The inaugural exhibit, “New Languages,” comprises 13 works co-created over three years.

A wooden arch created by Mahmood Kaiss with an arabesque motif was inspired by nanocrystal structures researched in the Light Matters Lab of professor Adi Salomon.

Mahmood Kaiss’s wooden arch, inspired by nanocrystal structures researched by professor Adi Salomon. Photo by Sharon Goldman.

A multiscreen work by sound artist Elad Shniderman and Prof. Moti Fridman uses 16 violinists to illustrate a new scientific discovery about patterns in the threshold between synchronization and chaos.

Elad Shniderman’s multiscreen work on chaos theory. Photo by Michael Amar/Fetter Nanoscience and Art Museum.

Vardi Bobrow’s rubber-band sculpture provides a visualization of professor Orit Shefi’s discovery of how defective neurons stretch and grow in the process of regeneration.

“Stretching Boundaries” by Vardi Bobrow. Photo by Michael Amar/Fetter Nanoscience and Art Museum.

“We ventured on a journey to conceptually and technically distant worlds, which are at the same time very close to the essence of our being,” says curator Tal Yizrael.
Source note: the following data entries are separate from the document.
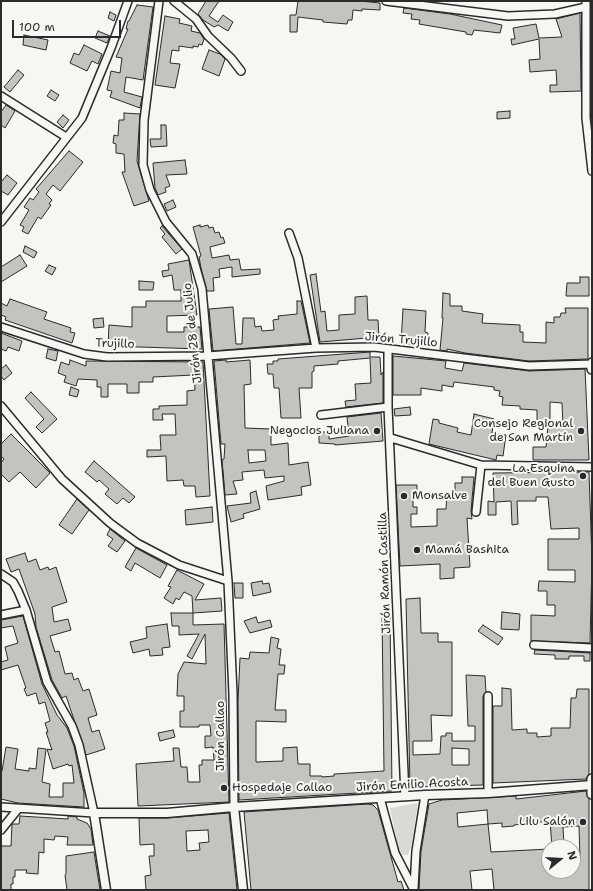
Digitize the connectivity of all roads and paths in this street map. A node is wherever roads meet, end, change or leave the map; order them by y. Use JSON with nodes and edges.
{"nodes":[{"id":1,"x":128,"y":1,"type":"edge"},
{"id":2,"x":159,"y":1,"type":"edge"},
{"id":3,"x":174,"y":1,"type":"edge"},
{"id":4,"x":386,"y":1,"type":"edge"},
{"id":5,"x":586,"y":4,"type":"edge"},
{"id":6,"x":241,"y":71,"type":"dead end"},
{"id":7,"x":1,"y":96,"type":"edge"},
{"id":8,"x":66,"y":137,"type":"junction"},
{"id":9,"x":592,"y":171,"type":"edge"},
{"id":10,"x":1,"y":222,"type":"edge"},
{"id":11,"x":289,"y":233,"type":"dead end"},
{"id":12,"x":1,"y":327,"type":"edge"},
{"id":13,"x":316,"y":348,"type":"junction"},
{"id":14,"x":388,"y":349,"type":"junction"},
{"id":15,"x":207,"y":356,"type":"junction"},
{"id":16,"x":592,"y":363,"type":"edge"},
{"id":17,"x":592,"y":369,"type":"edge"},
{"id":18,"x":1,"y":406,"type":"edge"},
{"id":19,"x":388,"y":407,"type":"junction"},
{"id":20,"x":321,"y":415,"type":"dead end"},
{"id":21,"x":391,"y":438,"type":"junction"},
{"id":22,"x":481,"y":465,"type":"junction"},
{"id":23,"x":592,"y":467,"type":"edge"},
{"id":24,"x":476,"y":512,"type":"dead end"},
{"id":25,"x":1,"y":574,"type":"edge"},
{"id":26,"x":228,"y":581,"type":"junction"},
{"id":27,"x":26,"y":610,"type":"junction"},
{"id":28,"x":1,"y":615,"type":"edge"},
{"id":29,"x":534,"y":645,"type":"dead end"},
{"id":30,"x":592,"y":648,"type":"edge"},
{"id":31,"x":488,"y":696,"type":"dead end"},
{"id":32,"x":592,"y":779,"type":"edge"},
{"id":33,"x":592,"y":785,"type":"edge"},
{"id":34,"x":488,"y":793,"type":"junction"},
{"id":35,"x":592,"y":794,"type":"edge"},
{"id":36,"x":425,"y":795,"type":"junction"},
{"id":37,"x":405,"y":796,"type":"junction"},
{"id":38,"x":380,"y":798,"type":"junction"},
{"id":39,"x":1,"y":807,"type":"edge"},
{"id":40,"x":234,"y":807,"type":"junction"},
{"id":41,"x":18,"y":809,"type":"junction"},
{"id":42,"x":94,"y":813,"type":"junction"},
{"id":43,"x":1,"y":830,"type":"edge"},
{"id":44,"x":414,"y":889,"type":"edge"},
{"id":45,"x":106,"y":890,"type":"edge"},
{"id":46,"x":243,"y":890,"type":"edge"}],
"edges":[{"from":1,"to":8,"type":"street"},
{"from":2,"to":15,"type":"street","name":"Jirón 28 de Julio"},
{"from":3,"to":6,"type":"street"},
{"from":4,"to":5,"type":"street"},
{"from":5,"to":9,"type":"street"},
{"from":7,"to":8,"type":"street"},
{"from":8,"to":10,"type":"street"},
{"from":11,"to":13,"type":"street"},
{"from":12,"to":15,"type":"street","name":"Trujillo"},
{"from":13,"to":14,"type":"street","name":"Jirón Trujillo"},
{"from":13,"to":15,"type":"street","name":"Jirón Trujillo"},
{"from":14,"to":16,"type":"street","name":"Jirón Trujillo"},
{"from":14,"to":19,"type":"street","name":"Jirón Ramón Castilla"},
{"from":15,"to":26,"type":"street","name":"Jirón 28 de Julio"},
{"from":16,"to":17,"type":"main road"},
{"from":18,"to":26,"type":"street"},
{"from":19,"to":20,"type":"street"},
{"from":19,"to":21,"type":"street","name":"Jirón Ramón Castilla"},
{"from":21,"to":22,"type":"street"},
{"from":21,"to":37,"type":"street","name":"Jirón Ramón Castilla"},
{"from":22,"to":23,"type":"street"},
{"from":22,"to":24,"type":"street"},
{"from":25,"to":27,"type":"street"},
{"from":26,"to":40,"type":"street","name":"Jirón Callao"},
{"from":27,"to":28,"type":"street"},
{"from":27,"to":42,"type":"street"},
{"from":29,"to":30,"type":"street"},
{"from":31,"to":34,"type":"street"},
{"from":32,"to":33,"type":"main road"},
{"from":33,"to":34,"type":"street","name":"Jirón Emilio Acosta"},
{"from":33,"to":35,"type":"main road"},
{"from":34,"to":36,"type":"street","name":"Jirón Emilio Acosta"},
{"from":36,"to":37,"type":"street","name":"Jirón Emilio Acosta"},
{"from":36,"to":44,"type":"street"},
{"from":37,"to":38,"type":"street","name":"Jirón Emilio Acosta"},
{"from":38,"to":40,"type":"street","name":"Jirón Emilio Acosta"},
{"from":38,"to":44,"type":"street"},
{"from":39,"to":41,"type":"street"},
{"from":40,"to":42,"type":"street","name":"Jirón Emilio Acosta"},
{"from":40,"to":46,"type":"street","name":"Jirón Callao"},
{"from":41,"to":42,"type":"street"},
{"from":41,"to":43,"type":"street"},
{"from":42,"to":45,"type":"street"}]}
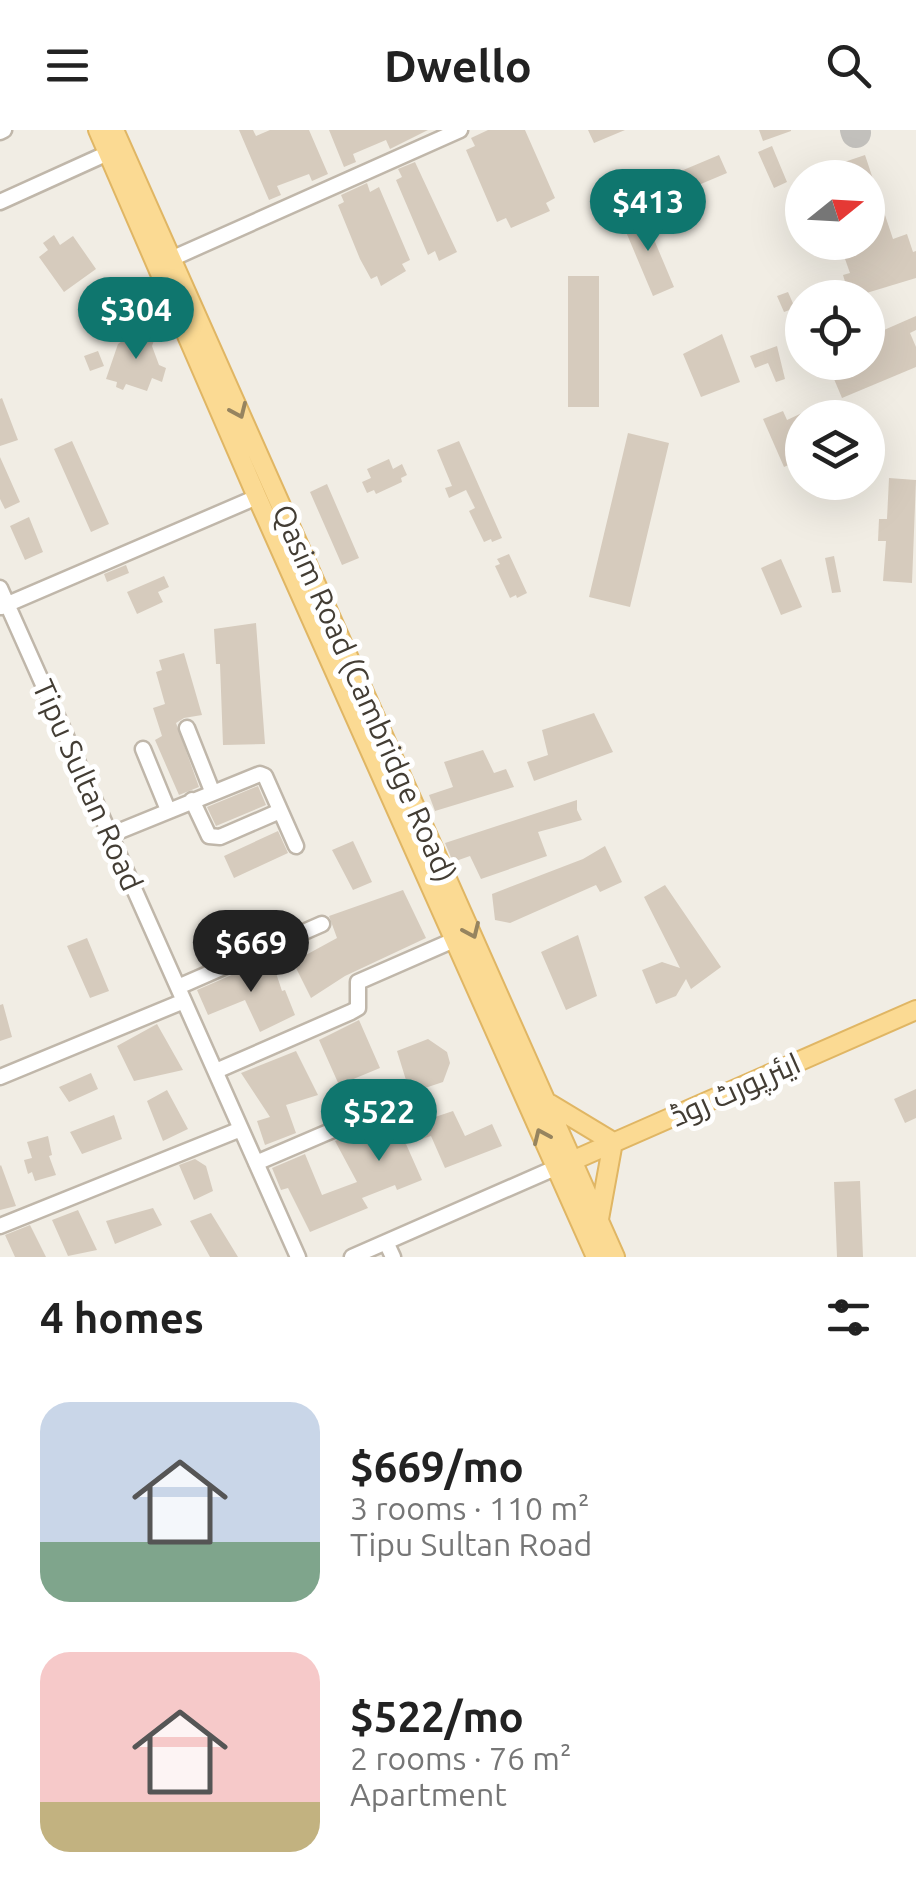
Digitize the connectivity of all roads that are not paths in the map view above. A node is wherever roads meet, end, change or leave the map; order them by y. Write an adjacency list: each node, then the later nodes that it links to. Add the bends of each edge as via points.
1 (98, 130): 4 (main road, Qasim Road (Cambridge Road))
2 (114, 130): 6 (main road, Qasim Road (Cambridge Road))
3 (460, 130): 6 (street)
4 (108, 152): 5 (street); 7 (main road, Qasim Road (Cambridge Road))
5 (0, 202)
6 (172, 258): 24 (main road, Qasim Road (Cambridge Road), one-way to 24)
7 (257, 497): 9 (street); 19 (main road, Qasim Road (Cambridge Road))
8 (0, 588): 9 (street, Tipu Sultan Road)
9 (4, 606): 16 (street, Tipu Sultan Road)
10 (187, 728): 12 (street)
11 (143, 749): 14 (street)
12 (212, 791): 13 (street); 15 (street, via 260,774)
13 (192, 800): 14 (street); 15 (street, via 209,836)
14 (168, 810): 16 (street)
15 (280, 812): 17 (street)
16 (110, 835): 20 (street, Tipu Sultan Road)
17 (296, 846)
18 (322, 924): 20 (street)
19 (454, 940): 22 (street, via 358,982 358,1008 351,1012); 30 (main road, Qasim Road (Cambridge Road), one-way to 19)
20 (181, 994): 22 (street, Tipu Sultan Road); 23 (street)
21 (916, 1010): 27 (main road, ایئرپورٹ روڈ)
22 (216, 1072): 26 (street, Tipu Sultan Road)
23 (0, 1076)
24 (550, 1104): 27 (main road); 28 (main road, Qasim Road (Cambridge Road))
25 (390, 1106): 29 (street)
26 (242, 1129): 29 (street, Tipu Sultan Road); 32 (street)
27 (613, 1142): 28 (main road, ایئرپورٹ روڈ); 31 (main road)
28 (574, 1160): 30 (main road, ایئرپورٹ روڈ); 31 (main road, Qasim Road (Cambridge Road))
29 (256, 1163): 34 (street, Tipu Sultan Road)
30 (555, 1168): 33 (street); 36 (main road, Qasim Road (Cambridge Road))
31 (598, 1220): 37 (main road, Qasim Road (Cambridge Road))
32 (0, 1226)
33 (390, 1250): 35 (street)
34 (298, 1257)
35 (352, 1257)
36 (596, 1257)
37 (615, 1257)

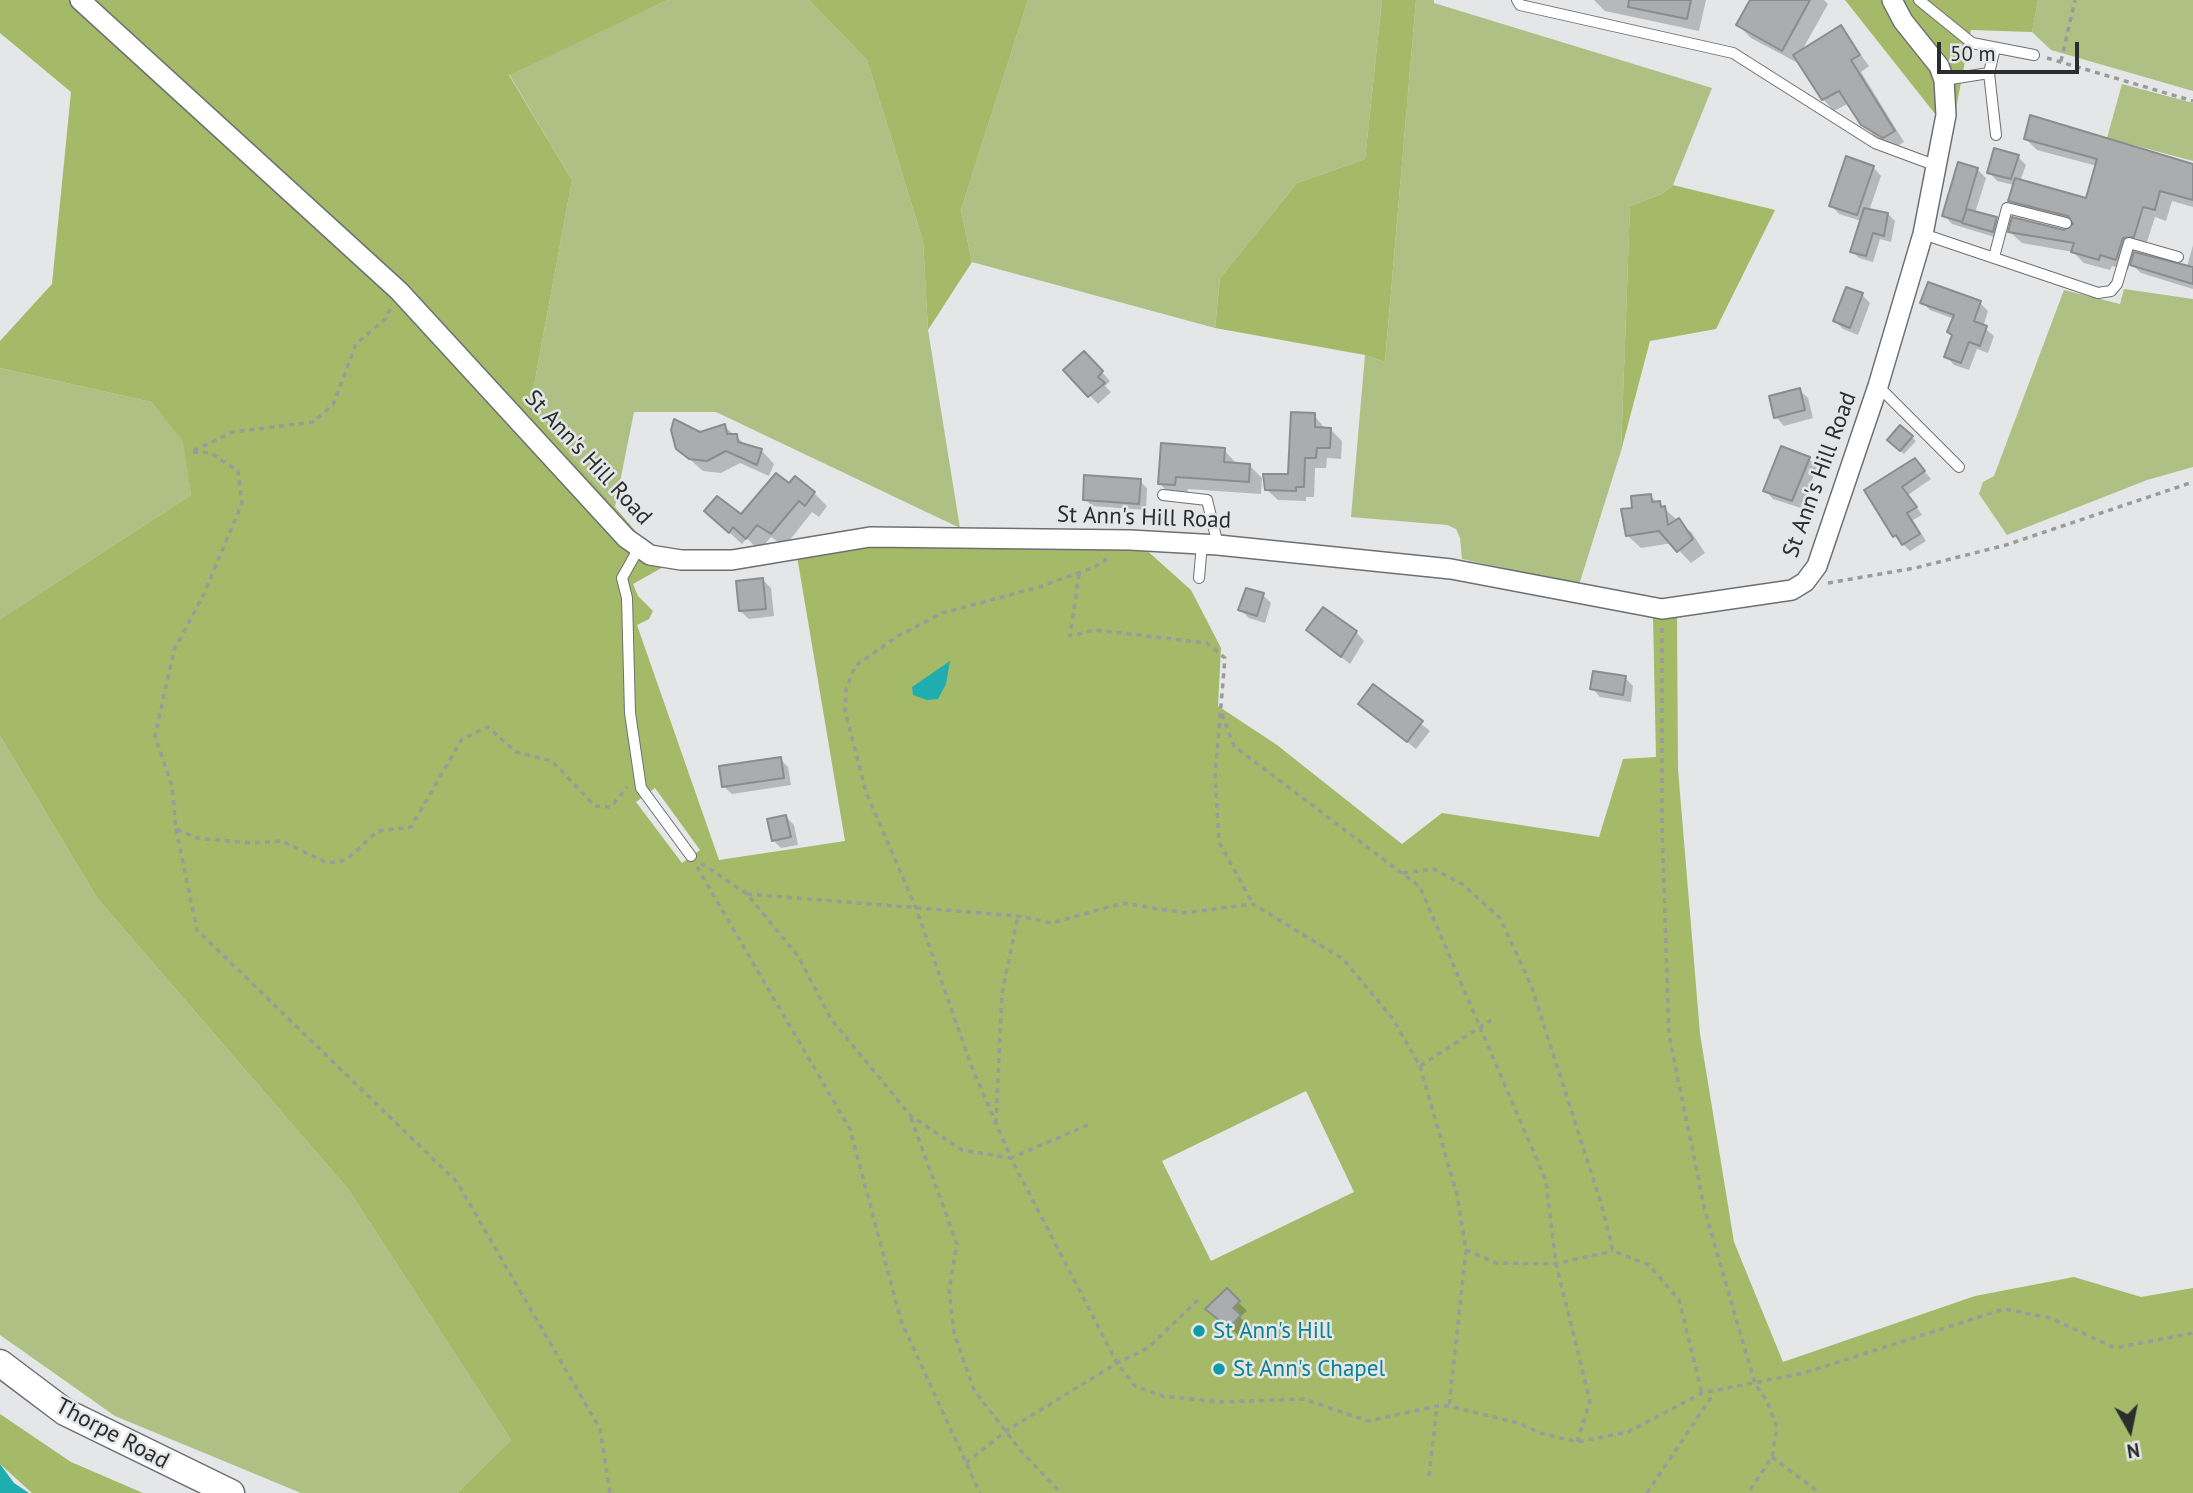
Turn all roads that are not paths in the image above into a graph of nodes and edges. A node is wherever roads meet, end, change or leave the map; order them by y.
1 (80, 0) edge
2 (1517, 0) edge
3 (1892, 0) edge
4 (1919, 0) edge
5 (1995, 48) junction
6 (2035, 55) road end
7 (1989, 73) junction
8 (1944, 80) junction
9 (1996, 135) dead end
10 (1937, 166) junction
11 (2066, 223) dead end
12 (1923, 234) junction
13 (1994, 257) junction
14 (2178, 257) dead end
15 (1878, 386) junction
16 (1959, 467) dead end
17 (1163, 495) dead end
18 (1210, 544) junction
19 (639, 548) junction
20 (1199, 578) dead end
21 (691, 856) road end
22 (0, 1363) edge
23 (230, 1493) edge

1 - 19 street, St Ann's Hill Road
2 - 10 lane
3 - 8 street, St Ann's Hill Road
4 - 5 lane
5 - 6 lane
5 - 7 lane
7 - 8 lane
7 - 9 lane
8 - 10 street, St Ann's Hill Road
10 - 12 street, St Ann's Hill Road
11 - 13 lane
12 - 13 lane
12 - 15 street, St Ann's Hill Road
13 - 14 lane
15 - 16 lane
15 - 18 street, St Ann's Hill Road
17 - 18 lane
18 - 19 street, St Ann's Hill Road
18 - 20 lane
19 - 21 lane
22 - 23 main road, Thorpe Road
“In so doing, we opened a window to the wonderland of the invisible. Like art, nanoscience delves deep into substances and essence, allowing us to discover new phenomena and universes.”

Beyond great science

Caroline Maxwell used saltwater from the Dead Sea and the Great Salt Lake in Utah, crystallized over several years through nanometric processes, to create a work based on Gili Taguri-Cohen’s research into crystalline formations.

“Salt Shakers” by Caroline Maxwell. Photo by Michael Amar/Fetter Nanoscience and Art Museum.

Eili Levy created a track for a water drop that moves on hydrophobic surfaces produced in the lab of Prof. Shlomo Margel. It’s an allegory, Levy says, to the journeys undertaken by the human soul.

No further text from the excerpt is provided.